**THE TASK**
Exclude the pictures and repeat all of the data exactly.

Stored data entries
****
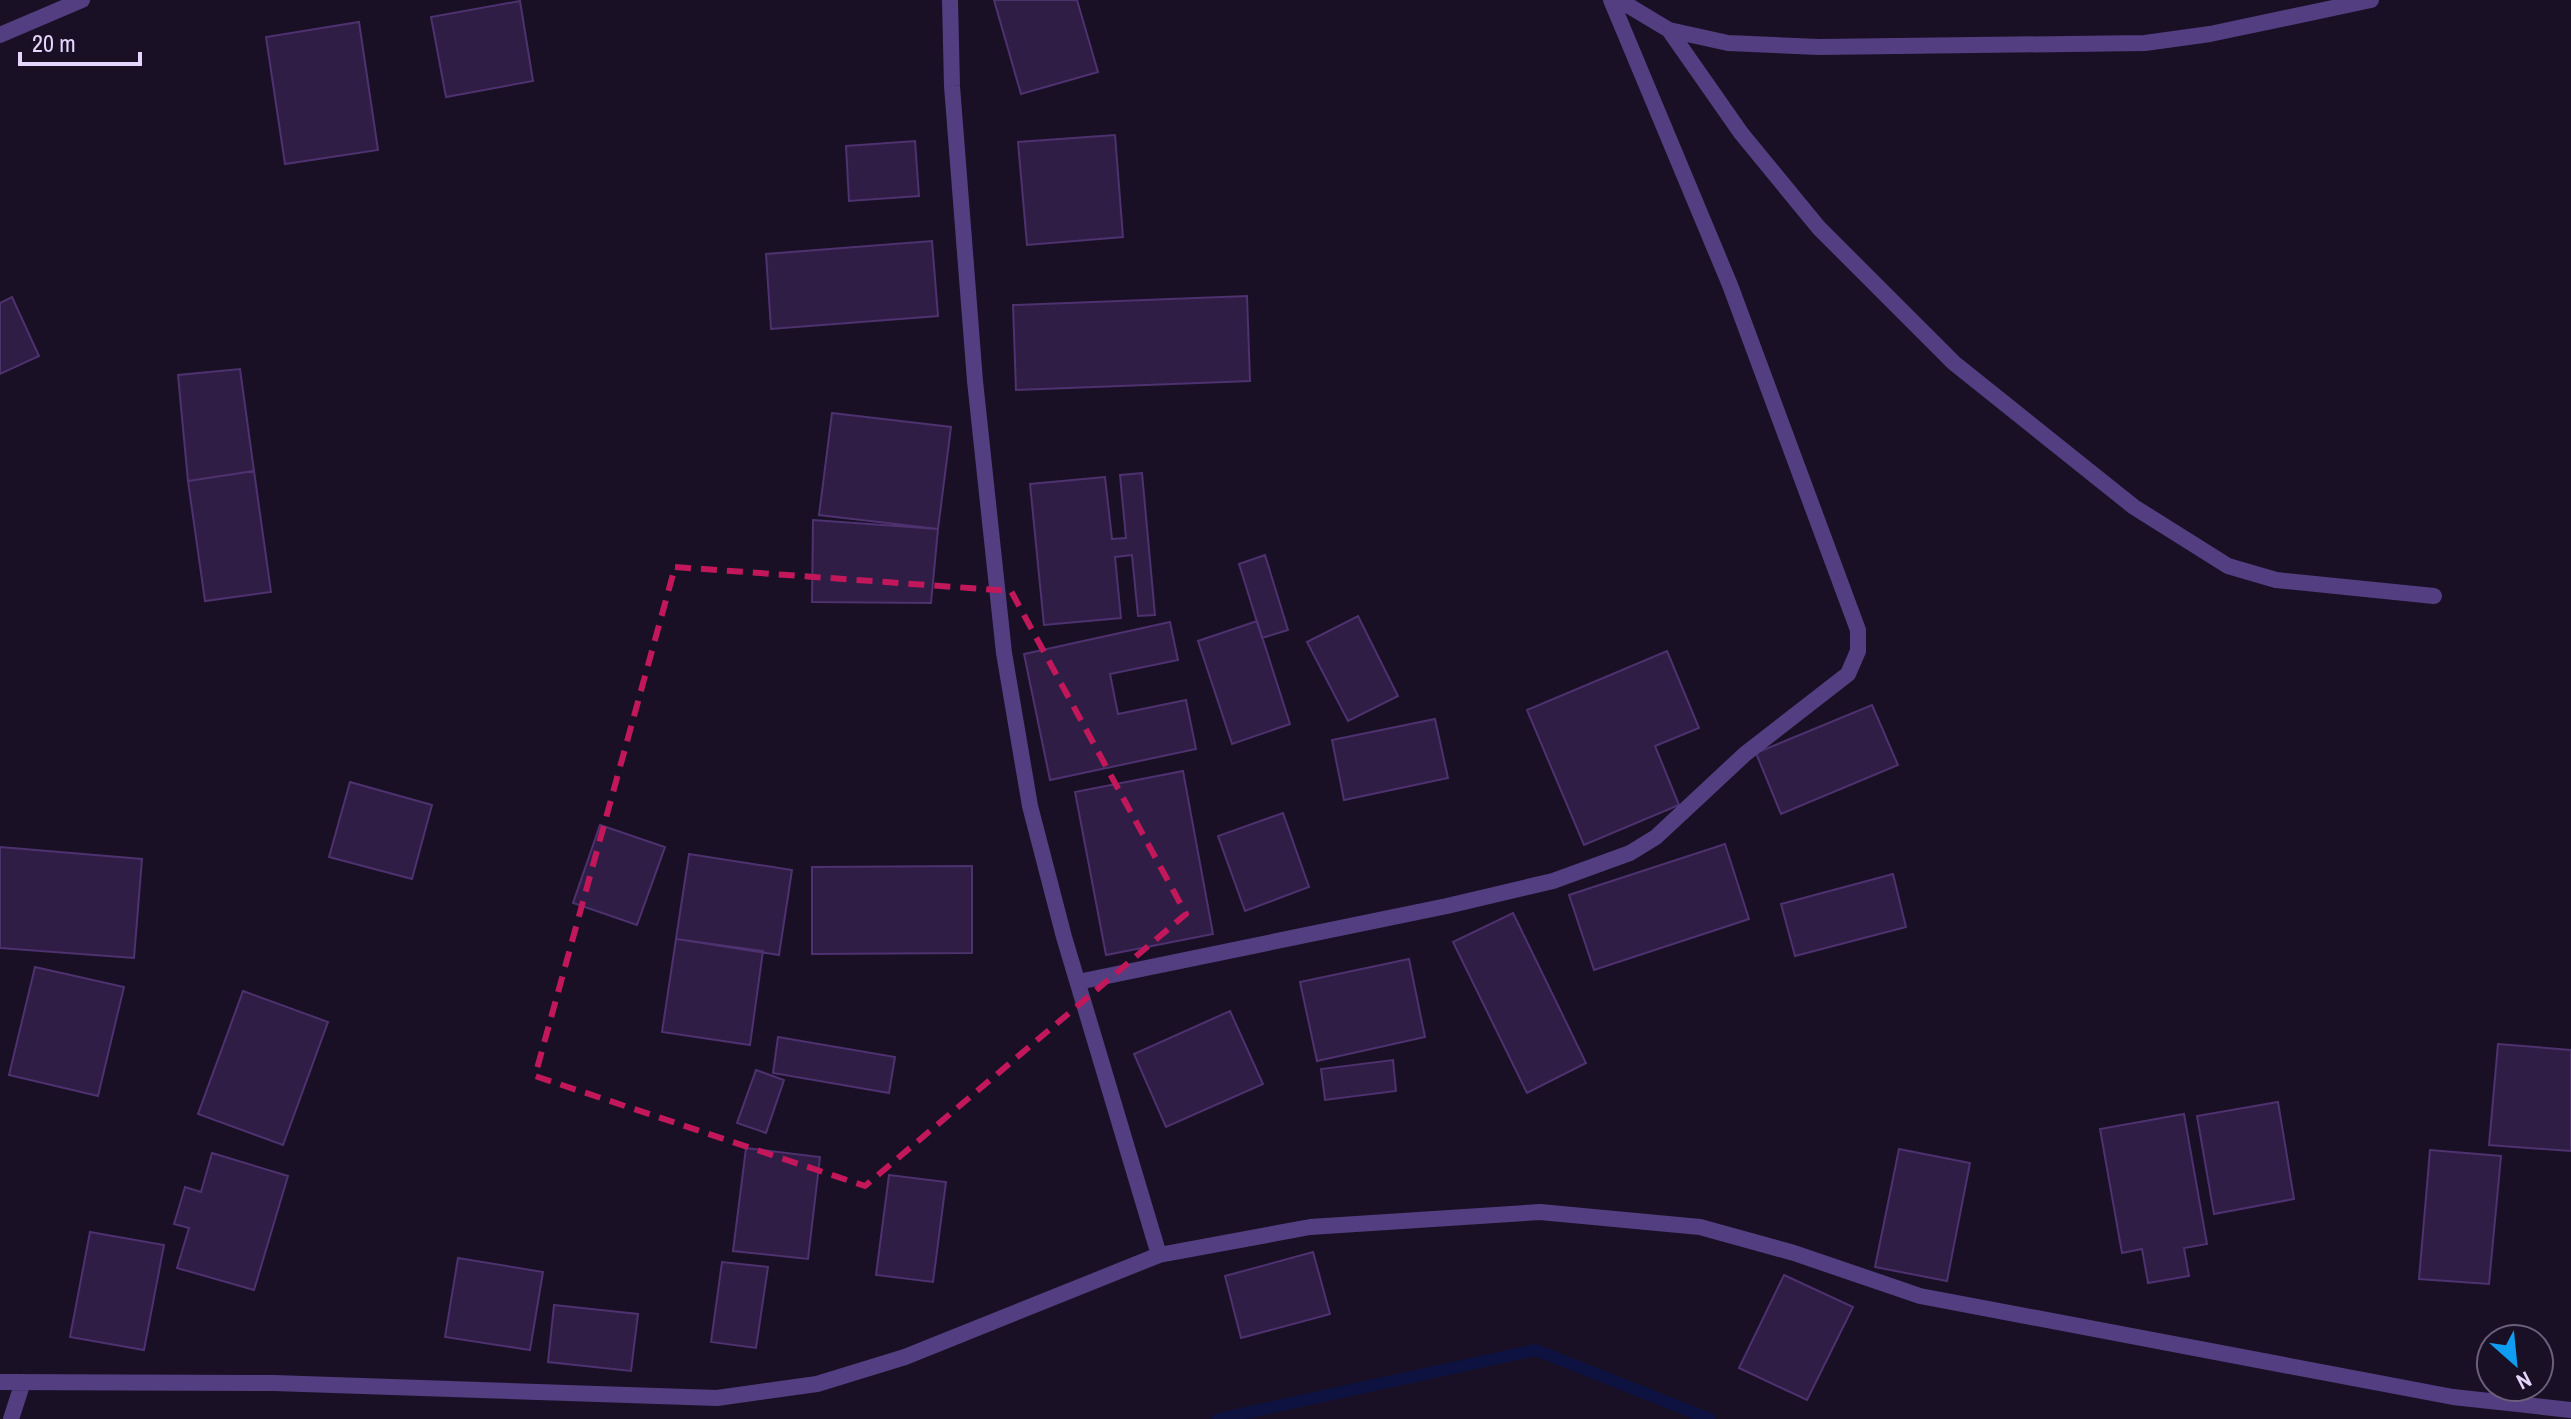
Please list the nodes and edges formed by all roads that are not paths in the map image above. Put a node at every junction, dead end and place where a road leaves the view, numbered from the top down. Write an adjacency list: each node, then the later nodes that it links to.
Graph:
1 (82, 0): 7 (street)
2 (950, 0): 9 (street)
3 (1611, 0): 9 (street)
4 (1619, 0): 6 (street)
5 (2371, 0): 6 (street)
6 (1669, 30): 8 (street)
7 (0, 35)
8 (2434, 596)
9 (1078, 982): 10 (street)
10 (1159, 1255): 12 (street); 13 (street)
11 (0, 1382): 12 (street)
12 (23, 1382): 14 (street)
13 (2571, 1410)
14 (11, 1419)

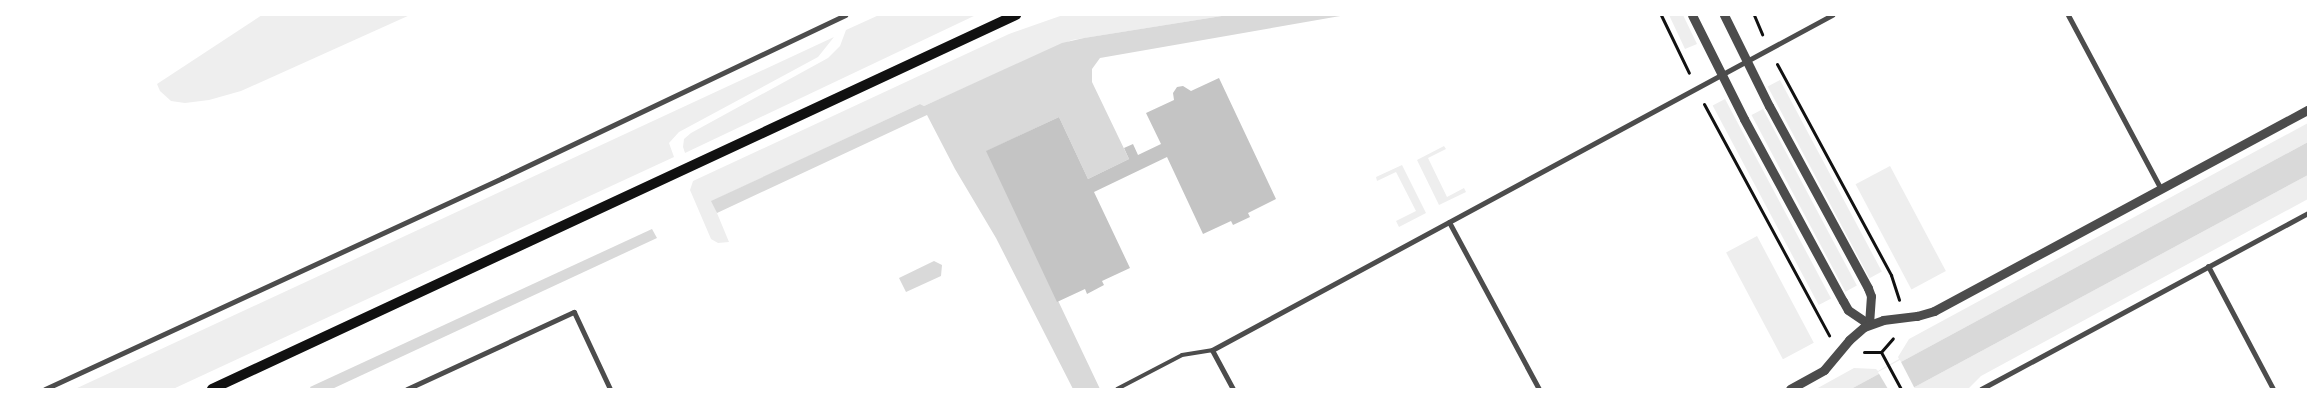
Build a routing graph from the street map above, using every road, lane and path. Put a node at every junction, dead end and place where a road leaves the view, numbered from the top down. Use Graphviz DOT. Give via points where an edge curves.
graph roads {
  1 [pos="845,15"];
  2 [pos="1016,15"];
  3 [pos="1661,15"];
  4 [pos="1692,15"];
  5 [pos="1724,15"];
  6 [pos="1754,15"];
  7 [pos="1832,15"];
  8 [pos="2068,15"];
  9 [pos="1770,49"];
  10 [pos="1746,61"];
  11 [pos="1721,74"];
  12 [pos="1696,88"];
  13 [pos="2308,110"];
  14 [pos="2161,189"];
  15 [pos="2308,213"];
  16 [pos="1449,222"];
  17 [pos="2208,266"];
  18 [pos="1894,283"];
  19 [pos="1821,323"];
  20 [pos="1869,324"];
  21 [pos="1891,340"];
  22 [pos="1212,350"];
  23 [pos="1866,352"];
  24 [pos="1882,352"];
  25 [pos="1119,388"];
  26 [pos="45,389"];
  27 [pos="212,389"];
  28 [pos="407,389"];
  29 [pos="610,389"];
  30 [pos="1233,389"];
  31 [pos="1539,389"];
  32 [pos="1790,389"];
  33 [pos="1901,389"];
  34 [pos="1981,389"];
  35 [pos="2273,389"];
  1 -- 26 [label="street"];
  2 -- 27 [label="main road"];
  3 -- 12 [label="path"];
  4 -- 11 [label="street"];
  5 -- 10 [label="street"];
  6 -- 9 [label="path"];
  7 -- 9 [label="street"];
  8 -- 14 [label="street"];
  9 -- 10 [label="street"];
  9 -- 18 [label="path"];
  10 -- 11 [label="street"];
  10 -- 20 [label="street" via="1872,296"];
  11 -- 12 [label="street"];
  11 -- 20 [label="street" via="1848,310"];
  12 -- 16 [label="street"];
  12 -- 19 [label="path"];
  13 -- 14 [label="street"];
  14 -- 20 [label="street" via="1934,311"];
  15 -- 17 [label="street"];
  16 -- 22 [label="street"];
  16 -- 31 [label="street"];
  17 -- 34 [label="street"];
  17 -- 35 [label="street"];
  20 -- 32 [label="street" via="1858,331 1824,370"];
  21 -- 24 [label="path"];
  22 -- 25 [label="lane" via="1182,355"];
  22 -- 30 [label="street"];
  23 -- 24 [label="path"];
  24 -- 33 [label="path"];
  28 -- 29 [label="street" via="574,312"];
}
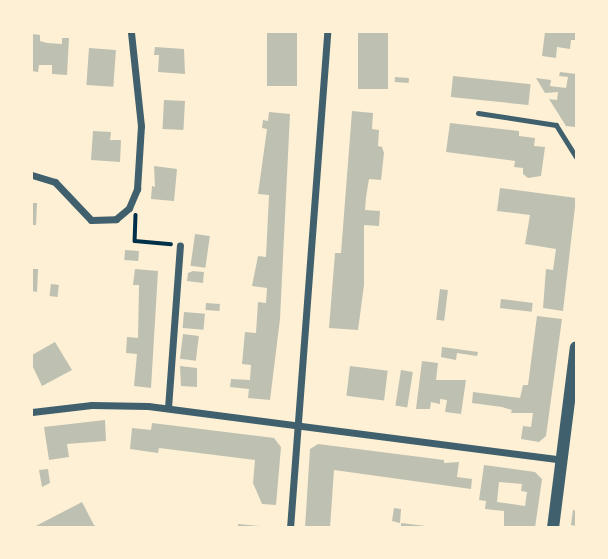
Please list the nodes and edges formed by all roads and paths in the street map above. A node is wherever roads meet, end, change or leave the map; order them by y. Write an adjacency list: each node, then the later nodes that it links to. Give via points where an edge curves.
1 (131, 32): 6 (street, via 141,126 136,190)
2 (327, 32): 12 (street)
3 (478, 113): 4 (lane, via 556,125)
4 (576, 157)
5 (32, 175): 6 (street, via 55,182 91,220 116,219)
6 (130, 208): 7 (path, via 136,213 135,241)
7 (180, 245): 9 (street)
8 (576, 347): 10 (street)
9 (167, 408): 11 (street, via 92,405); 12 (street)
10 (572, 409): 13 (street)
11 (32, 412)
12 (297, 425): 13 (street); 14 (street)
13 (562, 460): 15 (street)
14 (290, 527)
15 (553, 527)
****
**ANSWER AREA**
Please list the nodes and edges formed by all roads that are not paths in the map image above. Put a node at every junction, dead end and place where a road leaves the view, numbered from the top down. Write an adjacency list: each node, then the later nodes that it links to.
Graph:
1 (82, 0): 7 (street)
2 (950, 0): 9 (street)
3 (1611, 0): 9 (street)
4 (1619, 0): 6 (street)
5 (2371, 0): 6 (street)
6 (1669, 30): 8 (street)
7 (0, 35)
8 (2434, 596)
9 (1078, 982): 10 (street)
10 (1159, 1255): 12 (street); 13 (street)
11 (0, 1382): 12 (street)
12 (23, 1382): 14 (street)
13 (2571, 1410)
14 (11, 1419)

Build a routing graph from the street map above, using every road, lane and path. Put a node at every junction, dead end and place where a road leaves the view, numbered from the top down. Use Graphviz DOT. Give via points where an edge curves.
graph roads {
  1 [pos="845,15"];
  2 [pos="1016,15"];
  3 [pos="1661,15"];
  4 [pos="1692,15"];
  5 [pos="1724,15"];
  6 [pos="1754,15"];
  7 [pos="1832,15"];
  8 [pos="2068,15"];
  9 [pos="1770,49"];
  10 [pos="1746,61"];
  11 [pos="1721,74"];
  12 [pos="1696,88"];
  13 [pos="2308,110"];
  14 [pos="2161,189"];
  15 [pos="2308,213"];
  16 [pos="1449,222"];
  17 [pos="2208,266"];
  18 [pos="1894,283"];
  19 [pos="1821,323"];
  20 [pos="1869,324"];
  21 [pos="1891,340"];
  22 [pos="1212,350"];
  23 [pos="1866,352"];
  24 [pos="1882,352"];
  25 [pos="1119,388"];
  26 [pos="45,389"];
  27 [pos="212,389"];
  28 [pos="407,389"];
  29 [pos="610,389"];
  30 [pos="1233,389"];
  31 [pos="1539,389"];
  32 [pos="1790,389"];
  33 [pos="1901,389"];
  34 [pos="1981,389"];
  35 [pos="2273,389"];
  1 -- 26 [label="street"];
  2 -- 27 [label="main road"];
  3 -- 12 [label="path"];
  4 -- 11 [label="street"];
  5 -- 10 [label="street"];
  6 -- 9 [label="path"];
  7 -- 9 [label="street"];
  8 -- 14 [label="street"];
  9 -- 10 [label="street"];
  9 -- 18 [label="path"];
  10 -- 11 [label="street"];
  10 -- 20 [label="street" via="1872,296"];
  11 -- 12 [label="street"];
  11 -- 20 [label="street" via="1848,310"];
  12 -- 16 [label="street"];
  12 -- 19 [label="path"];
  13 -- 14 [label="street"];
  14 -- 20 [label="street" via="1934,311"];
  15 -- 17 [label="street"];
  16 -- 22 [label="street"];
  16 -- 31 [label="street"];
  17 -- 34 [label="street"];
  17 -- 35 [label="street"];
  20 -- 32 [label="street" via="1858,331 1824,370"];
  21 -- 24 [label="path"];
  22 -- 25 [label="lane" via="1182,355"];
  22 -- 30 [label="street"];
  23 -- 24 [label="path"];
  24 -- 33 [label="path"];
  28 -- 29 [label="street" via="574,312"];
}
Please list the nodes and edges formed by all roads and paths in the street map above. A node is wherever roads meet, end, change or leave the map; order them by y. Write an adjacency list: each node, then the later nodes that it links to. Give via points where an edge curves.
1 (131, 32): 6 (street, via 141,126 136,190)
2 (327, 32): 12 (street)
3 (478, 113): 4 (lane, via 556,125)
4 (576, 157)
5 (32, 175): 6 (street, via 55,182 91,220 116,219)
6 (130, 208): 7 (path, via 136,213 135,241)
7 (180, 245): 9 (street)
8 (576, 347): 10 (street)
9 (167, 408): 11 (street, via 92,405); 12 (street)
10 (572, 409): 13 (street)
11 (32, 412)
12 (297, 425): 13 (street); 14 (street)
13 (562, 460): 15 (street)
14 (290, 527)
15 (553, 527)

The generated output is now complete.